• [Exercise]
Reproduce the entries verbatim; no pictures.

• [Records for the task]
● ● ● ● ●
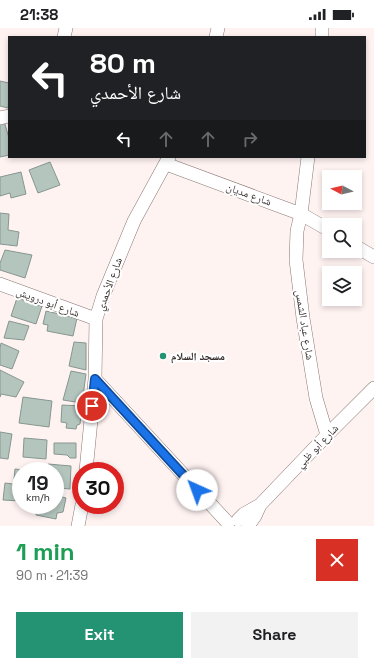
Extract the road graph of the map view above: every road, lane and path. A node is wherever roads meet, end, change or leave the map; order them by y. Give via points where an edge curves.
1 (308, 158) edge
2 (167, 160) edge
3 (301, 214) junction
4 (322, 226) edge
5 (362, 250) edge
6 (374, 257) edge
7 (0, 284) edge
8 (96, 319) junction
9 (95, 379) junction
10 (374, 388) edge
11 (326, 435) junction
12 (87, 462) edge
13 (80, 514) edge
14 (237, 524) edge
15 (78, 526) edge

1 - 3 street, شارع عباد الشمس
2 - 3 street, شارع مديان
2 - 8 street, شارع الأحمدي via 131,228
3 - 4 street, شارع مديان
3 - 11 street, شارع عباد الشمس via 296,242 298,279 316,398
5 - 6 street
7 - 8 street, شارع أبو درويش
8 - 9 street, شارع الأحمدي
9 - 12 street, شارع الأحمدي
9 - 14 street
10 - 11 street, شارع أبو ظبي
11 - 14 street, شارع أبو ظبي via 260,505 244,514
13 - 15 street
● ● ● ● ●
• [Expected output]
Extract the road graph of the map view above: every road, lane and path. A node is wherever roads meet, end, change or leave the map; order them by y. Give via points where an edge curves.
1 (308, 158) edge
2 (167, 160) edge
3 (301, 214) junction
4 (322, 226) edge
5 (362, 250) edge
6 (374, 257) edge
7 (0, 284) edge
8 (96, 319) junction
9 (95, 379) junction
10 (374, 388) edge
11 (326, 435) junction
12 (87, 462) edge
13 (80, 514) edge
14 (237, 524) edge
15 (78, 526) edge

1 - 3 street, شارع عباد الشمس
2 - 3 street, شارع مديان
2 - 8 street, شارع الأحمدي via 131,228
3 - 4 street, شارع مديان
3 - 11 street, شارع عباد الشمس via 296,242 298,279 316,398
5 - 6 street
7 - 8 street, شارع أبو درويش
8 - 9 street, شارع الأحمدي
9 - 12 street, شارع الأحمدي
9 - 14 street
10 - 11 street, شارع أبو ظبي
11 - 14 street, شارع أبو ظبي via 260,505 244,514
13 - 15 street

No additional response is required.